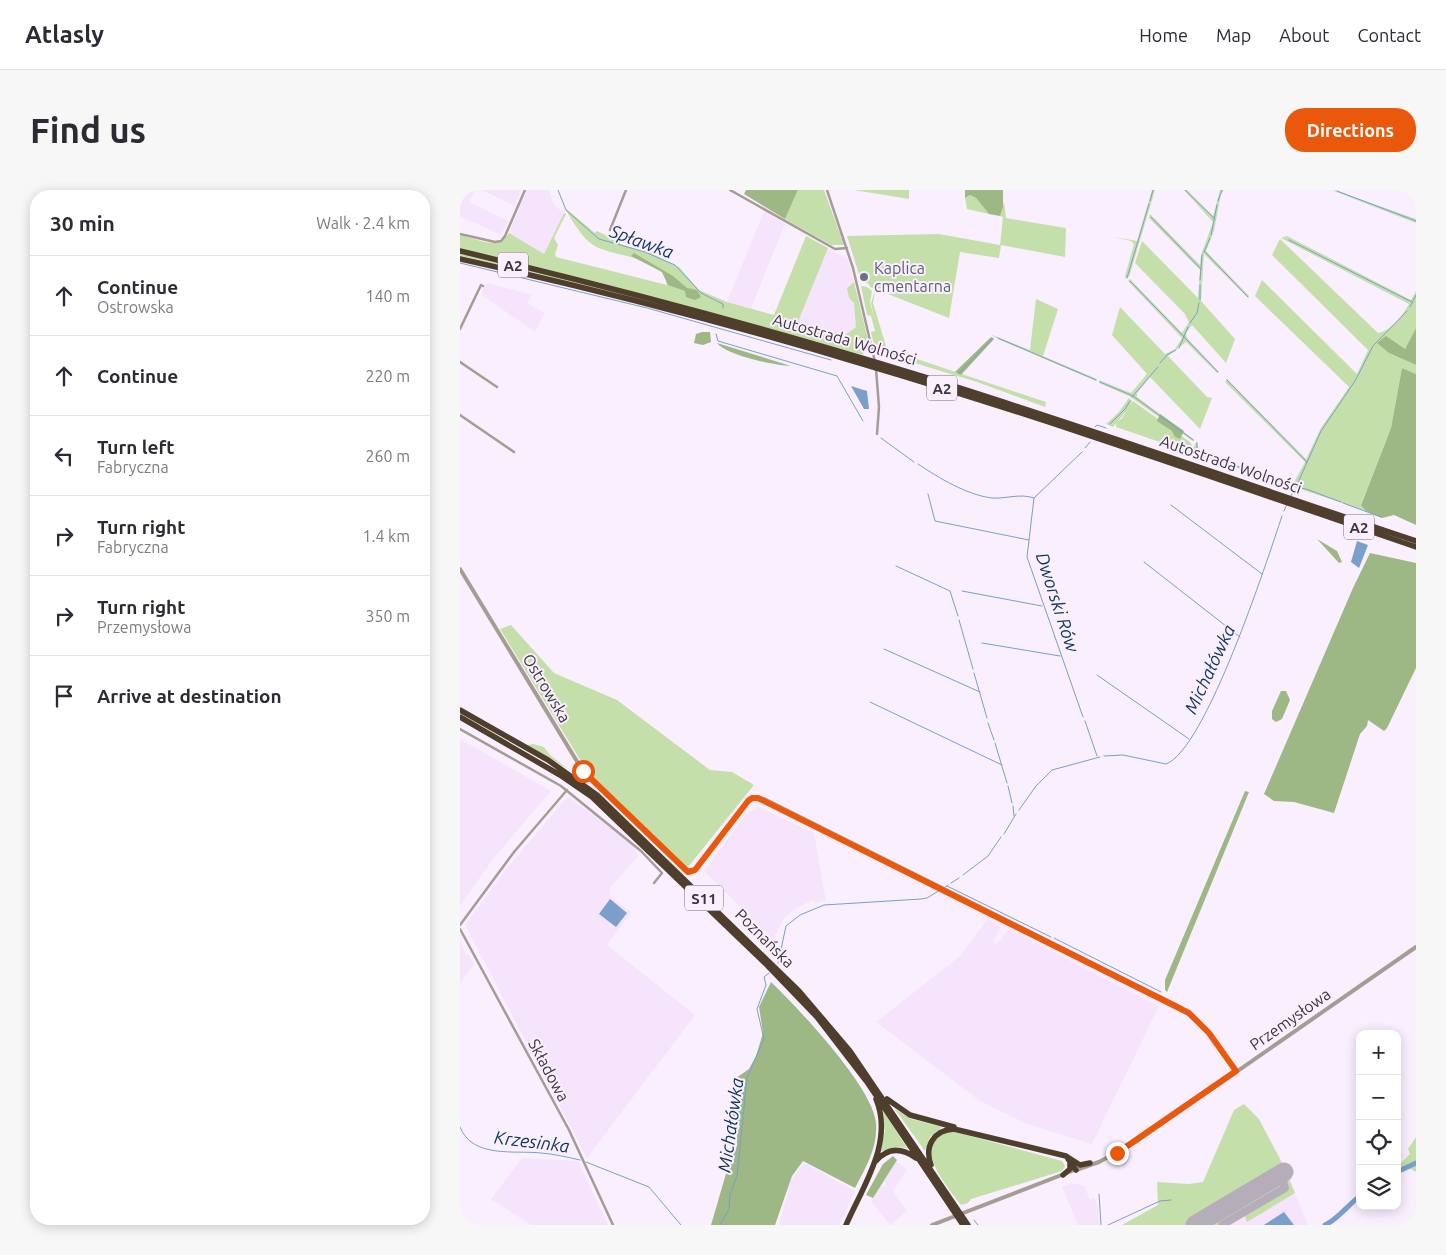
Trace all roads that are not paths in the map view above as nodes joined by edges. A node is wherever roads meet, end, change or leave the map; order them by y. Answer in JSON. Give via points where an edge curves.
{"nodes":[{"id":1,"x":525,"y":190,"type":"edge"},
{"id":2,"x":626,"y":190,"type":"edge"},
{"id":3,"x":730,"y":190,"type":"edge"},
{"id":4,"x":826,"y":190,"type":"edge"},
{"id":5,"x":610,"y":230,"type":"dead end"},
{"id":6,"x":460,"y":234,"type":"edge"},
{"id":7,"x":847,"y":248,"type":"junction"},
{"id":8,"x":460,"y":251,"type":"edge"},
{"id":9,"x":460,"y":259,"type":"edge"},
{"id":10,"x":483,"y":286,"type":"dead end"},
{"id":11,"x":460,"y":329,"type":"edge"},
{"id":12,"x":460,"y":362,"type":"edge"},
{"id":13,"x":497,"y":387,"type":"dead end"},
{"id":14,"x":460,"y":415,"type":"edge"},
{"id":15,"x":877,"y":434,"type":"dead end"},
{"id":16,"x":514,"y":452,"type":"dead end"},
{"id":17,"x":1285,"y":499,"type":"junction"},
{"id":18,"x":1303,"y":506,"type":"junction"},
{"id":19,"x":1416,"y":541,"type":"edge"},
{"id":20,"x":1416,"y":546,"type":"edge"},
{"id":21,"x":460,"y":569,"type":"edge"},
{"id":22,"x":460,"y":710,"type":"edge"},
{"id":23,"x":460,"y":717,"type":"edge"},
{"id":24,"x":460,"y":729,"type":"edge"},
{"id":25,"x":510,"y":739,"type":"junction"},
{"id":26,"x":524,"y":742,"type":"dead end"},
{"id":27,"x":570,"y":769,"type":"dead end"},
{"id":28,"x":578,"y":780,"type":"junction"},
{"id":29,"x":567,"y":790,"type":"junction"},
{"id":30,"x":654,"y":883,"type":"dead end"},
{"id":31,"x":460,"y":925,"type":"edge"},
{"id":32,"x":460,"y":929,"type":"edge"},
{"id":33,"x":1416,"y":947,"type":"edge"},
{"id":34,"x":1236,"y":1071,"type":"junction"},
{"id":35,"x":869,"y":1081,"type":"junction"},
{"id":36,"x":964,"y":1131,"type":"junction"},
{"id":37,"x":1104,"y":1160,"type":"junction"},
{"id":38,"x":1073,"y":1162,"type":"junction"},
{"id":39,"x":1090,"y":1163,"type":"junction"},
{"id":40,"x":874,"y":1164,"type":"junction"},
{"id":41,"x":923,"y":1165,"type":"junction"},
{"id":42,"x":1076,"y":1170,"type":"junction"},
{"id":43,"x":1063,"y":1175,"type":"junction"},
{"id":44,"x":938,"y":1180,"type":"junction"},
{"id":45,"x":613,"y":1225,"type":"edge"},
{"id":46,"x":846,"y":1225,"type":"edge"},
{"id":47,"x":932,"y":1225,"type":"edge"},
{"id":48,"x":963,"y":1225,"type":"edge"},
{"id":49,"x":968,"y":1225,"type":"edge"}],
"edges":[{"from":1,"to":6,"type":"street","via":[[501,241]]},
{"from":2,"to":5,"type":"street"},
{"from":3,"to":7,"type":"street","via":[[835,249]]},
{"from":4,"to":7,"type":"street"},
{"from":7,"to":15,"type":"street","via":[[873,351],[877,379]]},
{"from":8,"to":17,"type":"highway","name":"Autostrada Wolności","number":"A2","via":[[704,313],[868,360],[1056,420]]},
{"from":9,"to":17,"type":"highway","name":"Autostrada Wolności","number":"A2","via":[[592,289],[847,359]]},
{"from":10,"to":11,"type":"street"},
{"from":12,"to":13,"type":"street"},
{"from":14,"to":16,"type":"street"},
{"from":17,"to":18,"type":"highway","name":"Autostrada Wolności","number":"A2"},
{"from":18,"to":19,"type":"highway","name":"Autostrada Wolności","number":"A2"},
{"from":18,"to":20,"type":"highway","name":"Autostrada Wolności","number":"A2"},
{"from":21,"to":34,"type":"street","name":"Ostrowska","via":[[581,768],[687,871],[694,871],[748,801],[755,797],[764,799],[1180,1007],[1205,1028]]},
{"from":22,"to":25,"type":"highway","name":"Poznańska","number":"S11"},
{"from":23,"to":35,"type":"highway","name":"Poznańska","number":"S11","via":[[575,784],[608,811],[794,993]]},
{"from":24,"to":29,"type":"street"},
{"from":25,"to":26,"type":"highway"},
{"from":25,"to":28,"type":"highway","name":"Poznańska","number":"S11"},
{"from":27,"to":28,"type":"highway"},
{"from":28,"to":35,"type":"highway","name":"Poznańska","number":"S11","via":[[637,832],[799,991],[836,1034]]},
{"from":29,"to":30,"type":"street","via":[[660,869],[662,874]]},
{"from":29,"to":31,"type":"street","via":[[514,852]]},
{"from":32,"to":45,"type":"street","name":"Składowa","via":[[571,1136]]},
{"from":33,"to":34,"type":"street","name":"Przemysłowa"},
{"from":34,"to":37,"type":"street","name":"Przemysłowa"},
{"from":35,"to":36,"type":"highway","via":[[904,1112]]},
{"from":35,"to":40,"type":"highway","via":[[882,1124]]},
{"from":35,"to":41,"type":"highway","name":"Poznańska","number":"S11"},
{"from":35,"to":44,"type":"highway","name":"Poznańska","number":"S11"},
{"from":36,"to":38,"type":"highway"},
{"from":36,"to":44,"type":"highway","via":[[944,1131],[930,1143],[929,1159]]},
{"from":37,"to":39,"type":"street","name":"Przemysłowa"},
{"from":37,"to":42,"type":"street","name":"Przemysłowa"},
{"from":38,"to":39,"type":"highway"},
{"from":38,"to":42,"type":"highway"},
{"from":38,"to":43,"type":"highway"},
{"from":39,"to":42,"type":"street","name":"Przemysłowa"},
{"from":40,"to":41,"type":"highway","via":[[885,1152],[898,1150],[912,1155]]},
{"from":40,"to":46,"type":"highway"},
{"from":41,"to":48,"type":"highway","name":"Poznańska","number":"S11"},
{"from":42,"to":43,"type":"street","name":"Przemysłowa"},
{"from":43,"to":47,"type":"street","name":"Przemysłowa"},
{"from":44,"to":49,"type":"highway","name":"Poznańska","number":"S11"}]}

________________________________________

ACTION ITEM:
Everything in the records that precede this task must be written out again exactly, except the pictures.

RESPONSE AREA:
Trace all roads that are not paths in the map view above as nodes joined by edges. A node is wherever roads meet, end, change or leave the map; order them by y. Answer in JSON. Give via points where an edge curves.
{"nodes":[{"id":1,"x":525,"y":190,"type":"edge"},
{"id":2,"x":626,"y":190,"type":"edge"},
{"id":3,"x":730,"y":190,"type":"edge"},
{"id":4,"x":826,"y":190,"type":"edge"},
{"id":5,"x":610,"y":230,"type":"dead end"},
{"id":6,"x":460,"y":234,"type":"edge"},
{"id":7,"x":847,"y":248,"type":"junction"},
{"id":8,"x":460,"y":251,"type":"edge"},
{"id":9,"x":460,"y":259,"type":"edge"},
{"id":10,"x":483,"y":286,"type":"dead end"},
{"id":11,"x":460,"y":329,"type":"edge"},
{"id":12,"x":460,"y":362,"type":"edge"},
{"id":13,"x":497,"y":387,"type":"dead end"},
{"id":14,"x":460,"y":415,"type":"edge"},
{"id":15,"x":877,"y":434,"type":"dead end"},
{"id":16,"x":514,"y":452,"type":"dead end"},
{"id":17,"x":1285,"y":499,"type":"junction"},
{"id":18,"x":1303,"y":506,"type":"junction"},
{"id":19,"x":1416,"y":541,"type":"edge"},
{"id":20,"x":1416,"y":546,"type":"edge"},
{"id":21,"x":460,"y":569,"type":"edge"},
{"id":22,"x":460,"y":710,"type":"edge"},
{"id":23,"x":460,"y":717,"type":"edge"},
{"id":24,"x":460,"y":729,"type":"edge"},
{"id":25,"x":510,"y":739,"type":"junction"},
{"id":26,"x":524,"y":742,"type":"dead end"},
{"id":27,"x":570,"y":769,"type":"dead end"},
{"id":28,"x":578,"y":780,"type":"junction"},
{"id":29,"x":567,"y":790,"type":"junction"},
{"id":30,"x":654,"y":883,"type":"dead end"},
{"id":31,"x":460,"y":925,"type":"edge"},
{"id":32,"x":460,"y":929,"type":"edge"},
{"id":33,"x":1416,"y":947,"type":"edge"},
{"id":34,"x":1236,"y":1071,"type":"junction"},
{"id":35,"x":869,"y":1081,"type":"junction"},
{"id":36,"x":964,"y":1131,"type":"junction"},
{"id":37,"x":1104,"y":1160,"type":"junction"},
{"id":38,"x":1073,"y":1162,"type":"junction"},
{"id":39,"x":1090,"y":1163,"type":"junction"},
{"id":40,"x":874,"y":1164,"type":"junction"},
{"id":41,"x":923,"y":1165,"type":"junction"},
{"id":42,"x":1076,"y":1170,"type":"junction"},
{"id":43,"x":1063,"y":1175,"type":"junction"},
{"id":44,"x":938,"y":1180,"type":"junction"},
{"id":45,"x":613,"y":1225,"type":"edge"},
{"id":46,"x":846,"y":1225,"type":"edge"},
{"id":47,"x":932,"y":1225,"type":"edge"},
{"id":48,"x":963,"y":1225,"type":"edge"},
{"id":49,"x":968,"y":1225,"type":"edge"}],
"edges":[{"from":1,"to":6,"type":"street","via":[[501,241]]},
{"from":2,"to":5,"type":"street"},
{"from":3,"to":7,"type":"street","via":[[835,249]]},
{"from":4,"to":7,"type":"street"},
{"from":7,"to":15,"type":"street","via":[[873,351],[877,379]]},
{"from":8,"to":17,"type":"highway","name":"Autostrada Wolności","number":"A2","via":[[704,313],[868,360],[1056,420]]},
{"from":9,"to":17,"type":"highway","name":"Autostrada Wolności","number":"A2","via":[[592,289],[847,359]]},
{"from":10,"to":11,"type":"street"},
{"from":12,"to":13,"type":"street"},
{"from":14,"to":16,"type":"street"},
{"from":17,"to":18,"type":"highway","name":"Autostrada Wolności","number":"A2"},
{"from":18,"to":19,"type":"highway","name":"Autostrada Wolności","number":"A2"},
{"from":18,"to":20,"type":"highway","name":"Autostrada Wolności","number":"A2"},
{"from":21,"to":34,"type":"street","name":"Ostrowska","via":[[581,768],[687,871],[694,871],[748,801],[755,797],[764,799],[1180,1007],[1205,1028]]},
{"from":22,"to":25,"type":"highway","name":"Poznańska","number":"S11"},
{"from":23,"to":35,"type":"highway","name":"Poznańska","number":"S11","via":[[575,784],[608,811],[794,993]]},
{"from":24,"to":29,"type":"street"},
{"from":25,"to":26,"type":"highway"},
{"from":25,"to":28,"type":"highway","name":"Poznańska","number":"S11"},
{"from":27,"to":28,"type":"highway"},
{"from":28,"to":35,"type":"highway","name":"Poznańska","number":"S11","via":[[637,832],[799,991],[836,1034]]},
{"from":29,"to":30,"type":"street","via":[[660,869],[662,874]]},
{"from":29,"to":31,"type":"street","via":[[514,852]]},
{"from":32,"to":45,"type":"street","name":"Składowa","via":[[571,1136]]},
{"from":33,"to":34,"type":"street","name":"Przemysłowa"},
{"from":34,"to":37,"type":"street","name":"Przemysłowa"},
{"from":35,"to":36,"type":"highway","via":[[904,1112]]},
{"from":35,"to":40,"type":"highway","via":[[882,1124]]},
{"from":35,"to":41,"type":"highway","name":"Poznańska","number":"S11"},
{"from":35,"to":44,"type":"highway","name":"Poznańska","number":"S11"},
{"from":36,"to":38,"type":"highway"},
{"from":36,"to":44,"type":"highway","via":[[944,1131],[930,1143],[929,1159]]},
{"from":37,"to":39,"type":"street","name":"Przemysłowa"},
{"from":37,"to":42,"type":"street","name":"Przemysłowa"},
{"from":38,"to":39,"type":"highway"},
{"from":38,"to":42,"type":"highway"},
{"from":38,"to":43,"type":"highway"},
{"from":39,"to":42,"type":"street","name":"Przemysłowa"},
{"from":40,"to":41,"type":"highway","via":[[885,1152],[898,1150],[912,1155]]},
{"from":40,"to":46,"type":"highway"},
{"from":41,"to":48,"type":"highway","name":"Poznańska","number":"S11"},
{"from":42,"to":43,"type":"street","name":"Przemysłowa"},
{"from":43,"to":47,"type":"street","name":"Przemysłowa"},
{"from":44,"to":49,"type":"highway","name":"Poznańska","number":"S11"}]}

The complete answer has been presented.